What the task requires:
Make an exact copy of every entry, leaving the pictures out.
--- Data to process Enclosed Below ---
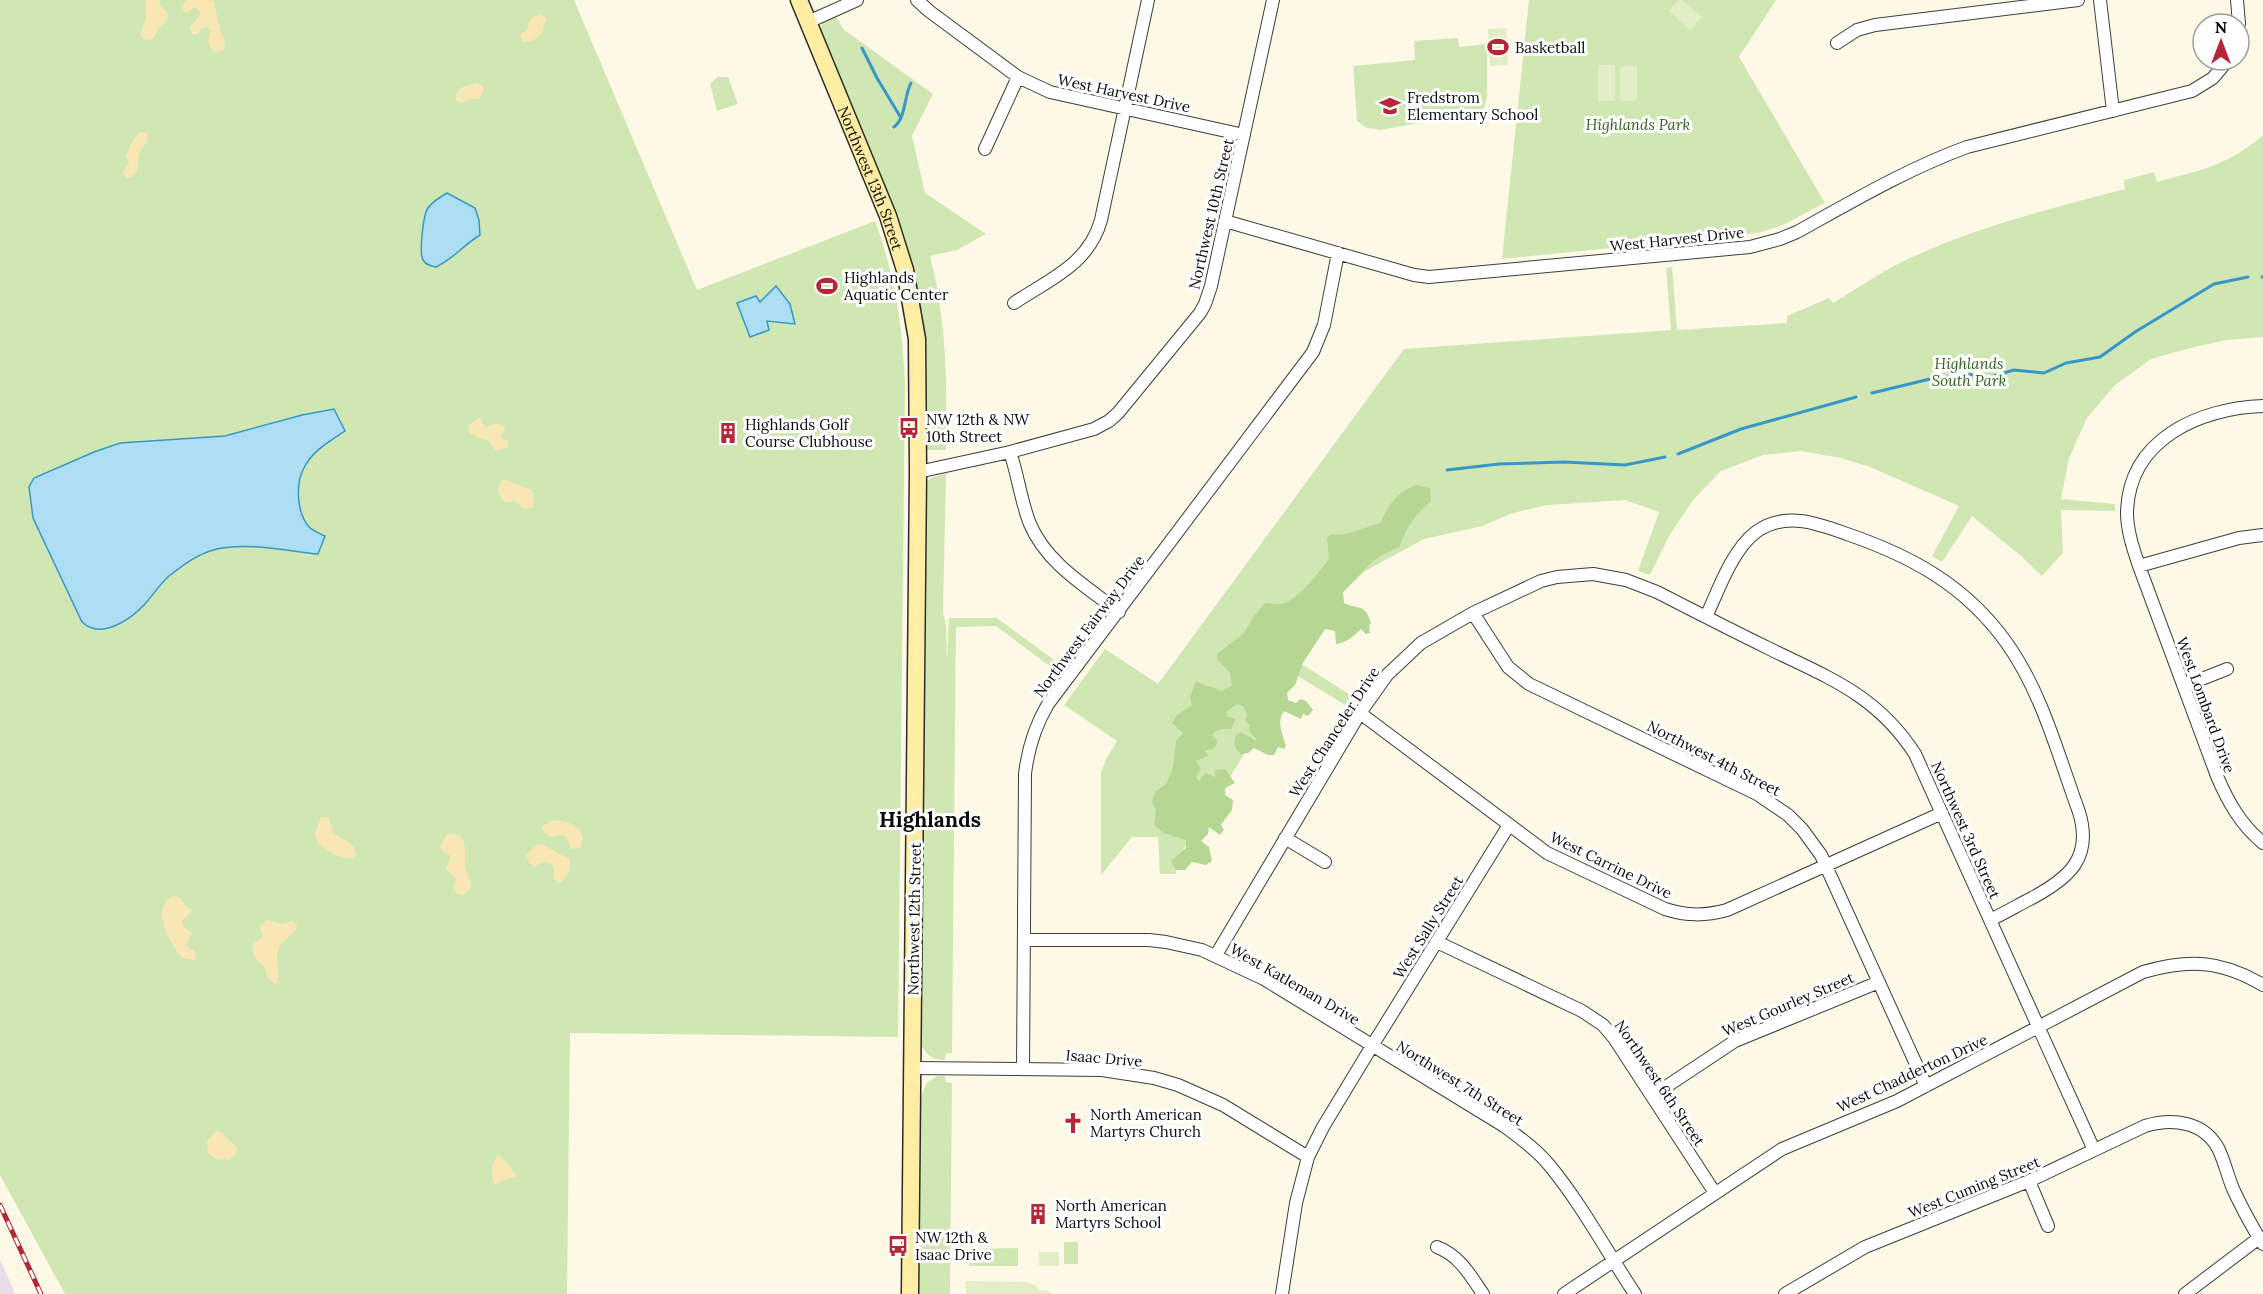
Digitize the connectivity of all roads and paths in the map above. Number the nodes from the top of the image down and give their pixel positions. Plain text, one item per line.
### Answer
1 (799, 0) edge
2 (857, 0) edge
3 (917, 0) edge
4 (1148, 0) edge
5 (1273, 0) edge
6 (2078, 0) edge
7 (2100, 0) edge
8 (808, 22) junction
9 (1837, 43) dead end
10 (2218, 72) edge
11 (1018, 77) junction
12 (1125, 108) junction
13 (2113, 111) junction
14 (1244, 135) junction
15 (985, 149) dead end
16 (1225, 221) junction
17 (1338, 254) junction
18 (1014, 303) dead end
19 (2263, 406) edge
20 (1010, 452) junction
21 (918, 472) junction
22 (2263, 535) edge
23 (2139, 566) junction
24 (1119, 612) junction
25 (1473, 613) junction
26 (1706, 617) junction
27 (2227, 669) dead end
28 (2184, 686) junction
29 (1360, 713) junction
30 (1942, 813) junction
31 (1509, 825) junction
32 (1286, 837) junction
33 (2263, 843) edge
34 (1325, 862) dead end
35 (1826, 866) junction
36 (1990, 920) junction
37 (1024, 940) junction
38 (1437, 942) junction
39 (1216, 956) junction
40 (1879, 982) junction
41 (2263, 984) edge
42 (2038, 1028) junction
43 (1372, 1046) junction
44 (913, 1068) junction
45 (1023, 1069) junction
46 (1926, 1086) junction
47 (1652, 1096) junction
48 (2094, 1150) junction
49 (1308, 1157) junction
50 (2029, 1181) junction
51 (1715, 1193) junction
52 (2048, 1226) dead end
53 (2261, 1241) edge
54 (1437, 1247) dead end
55 (1613, 1260) junction
56 (910, 1294) edge
57 (1282, 1294) edge
58 (1483, 1294) edge
59 (1564, 1294) edge
60 (1635, 1294) edge
61 (1785, 1294) edge
62 (2185, 1294) edge

1 - 8 main road, Northwest 13th Street
2 - 8 street
3 - 11 street, West Harvest Drive
4 - 12 street
5 - 14 street, Northwest 10th Street
6 - 9 street
7 - 13 street
8 - 21 main road, Northwest 13th Street
10 - 13 street
11 - 12 street, West Harvest Drive
11 - 15 street
12 - 14 street, West Harvest Drive
12 - 18 street
13 - 17 street, West Harvest Drive
14 - 16 street, Northwest 10th Street
16 - 17 street, West Harvest Drive
16 - 20 street, Northwest 10th Street
17 - 24 street, Northwest Fairway Drive
19 - 23 street, West Lombard Drive
20 - 21 street, Northwest 10th Street
20 - 24 street
21 - 44 main road, Northwest 12th Street
22 - 23 street
23 - 28 street, West Lombard Drive
24 - 37 street, Northwest Fairway Drive
25 - 26 street, West Chanceler Drive
25 - 29 street, West Chanceler Drive
25 - 35 street, Northwest 4th Street
26 - 30 street, Northwest 3rd Street
26 - 36 street
27 - 28 street
28 - 33 street, West Lombard Drive
29 - 31 street, West Carrine Drive
29 - 32 street, West Chanceler Drive
30 - 35 street, West Carrine Drive
30 - 36 street, Northwest 3rd Street
31 - 35 street, West Carrine Drive
31 - 38 street, West Sally Street
32 - 34 street
32 - 39 street, West Chanceler Drive
35 - 40 street, Northwest 4th Street
36 - 42 street, Northwest 3rd Street
37 - 39 street, West Katleman Drive
37 - 45 street, Northwest Fairway Drive
38 - 43 street, West Sally Street
38 - 47 street, Northwest 6th Street
39 - 43 street, West Katleman Drive
40 - 46 street, Northwest 4th Street
40 - 47 street, West Gourley Street
41 - 42 street, West Chadderton Drive
42 - 46 street, West Chadderton Drive
42 - 48 street, Northwest 3rd Street
43 - 49 street
43 - 55 street, Northwest 7th Street
44 - 45 street, Isaac Drive
44 - 56 main road, Northwest 12th Street
45 - 49 street, Isaac Drive
46 - 51 street, West Chadderton Drive
47 - 51 street, Northwest 6th Street
48 - 50 street, West Cuming Street
48 - 53 street, West Cuming Street
49 - 57 street
50 - 52 street
50 - 61 street, West Cuming Street
51 - 55 street, West Chadderton Drive
53 - 62 street
54 - 58 street
55 - 59 street, West Chadderton Drive
55 - 60 street, Northwest 7th Street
--- End of Enclosed Data to process ---
Result below:
Digitize the connectivity of all roads and paths in the map above. Number the nodes from the top of the image down and give their pixel positions. Plain text, one item per line.
### Answer
1 (799, 0) edge
2 (857, 0) edge
3 (917, 0) edge
4 (1148, 0) edge
5 (1273, 0) edge
6 (2078, 0) edge
7 (2100, 0) edge
8 (808, 22) junction
9 (1837, 43) dead end
10 (2218, 72) edge
11 (1018, 77) junction
12 (1125, 108) junction
13 (2113, 111) junction
14 (1244, 135) junction
15 (985, 149) dead end
16 (1225, 221) junction
17 (1338, 254) junction
18 (1014, 303) dead end
19 (2263, 406) edge
20 (1010, 452) junction
21 (918, 472) junction
22 (2263, 535) edge
23 (2139, 566) junction
24 (1119, 612) junction
25 (1473, 613) junction
26 (1706, 617) junction
27 (2227, 669) dead end
28 (2184, 686) junction
29 (1360, 713) junction
30 (1942, 813) junction
31 (1509, 825) junction
32 (1286, 837) junction
33 (2263, 843) edge
34 (1325, 862) dead end
35 (1826, 866) junction
36 (1990, 920) junction
37 (1024, 940) junction
38 (1437, 942) junction
39 (1216, 956) junction
40 (1879, 982) junction
41 (2263, 984) edge
42 (2038, 1028) junction
43 (1372, 1046) junction
44 (913, 1068) junction
45 (1023, 1069) junction
46 (1926, 1086) junction
47 (1652, 1096) junction
48 (2094, 1150) junction
49 (1308, 1157) junction
50 (2029, 1181) junction
51 (1715, 1193) junction
52 (2048, 1226) dead end
53 (2261, 1241) edge
54 (1437, 1247) dead end
55 (1613, 1260) junction
56 (910, 1294) edge
57 (1282, 1294) edge
58 (1483, 1294) edge
59 (1564, 1294) edge
60 (1635, 1294) edge
61 (1785, 1294) edge
62 (2185, 1294) edge

1 - 8 main road, Northwest 13th Street
2 - 8 street
3 - 11 street, West Harvest Drive
4 - 12 street
5 - 14 street, Northwest 10th Street
6 - 9 street
7 - 13 street
8 - 21 main road, Northwest 13th Street
10 - 13 street
11 - 12 street, West Harvest Drive
11 - 15 street
12 - 14 street, West Harvest Drive
12 - 18 street
13 - 17 street, West Harvest Drive
14 - 16 street, Northwest 10th Street
16 - 17 street, West Harvest Drive
16 - 20 street, Northwest 10th Street
17 - 24 street, Northwest Fairway Drive
19 - 23 street, West Lombard Drive
20 - 21 street, Northwest 10th Street
20 - 24 street
21 - 44 main road, Northwest 12th Street
22 - 23 street
23 - 28 street, West Lombard Drive
24 - 37 street, Northwest Fairway Drive
25 - 26 street, West Chanceler Drive
25 - 29 street, West Chanceler Drive
25 - 35 street, Northwest 4th Street
26 - 30 street, Northwest 3rd Street
26 - 36 street
27 - 28 street
28 - 33 street, West Lombard Drive
29 - 31 street, West Carrine Drive
29 - 32 street, West Chanceler Drive
30 - 35 street, West Carrine Drive
30 - 36 street, Northwest 3rd Street
31 - 35 street, West Carrine Drive
31 - 38 street, West Sally Street
32 - 34 street
32 - 39 street, West Chanceler Drive
35 - 40 street, Northwest 4th Street
36 - 42 street, Northwest 3rd Street
37 - 39 street, West Katleman Drive
37 - 45 street, Northwest Fairway Drive
38 - 43 street, West Sally Street
38 - 47 street, Northwest 6th Street
39 - 43 street, West Katleman Drive
40 - 46 street, Northwest 4th Street
40 - 47 street, West Gourley Street
41 - 42 street, West Chadderton Drive
42 - 46 street, West Chadderton Drive
42 - 48 street, Northwest 3rd Street
43 - 49 street
43 - 55 street, Northwest 7th Street
44 - 45 street, Isaac Drive
44 - 56 main road, Northwest 12th Street
45 - 49 street, Isaac Drive
46 - 51 street, West Chadderton Drive
47 - 51 street, Northwest 6th Street
48 - 50 street, West Cuming Street
48 - 53 street, West Cuming Street
49 - 57 street
50 - 52 street
50 - 61 street, West Cuming Street
51 - 55 street, West Chadderton Drive
53 - 62 street
54 - 58 street
55 - 59 street, West Chadderton Drive
55 - 60 street, Northwest 7th Street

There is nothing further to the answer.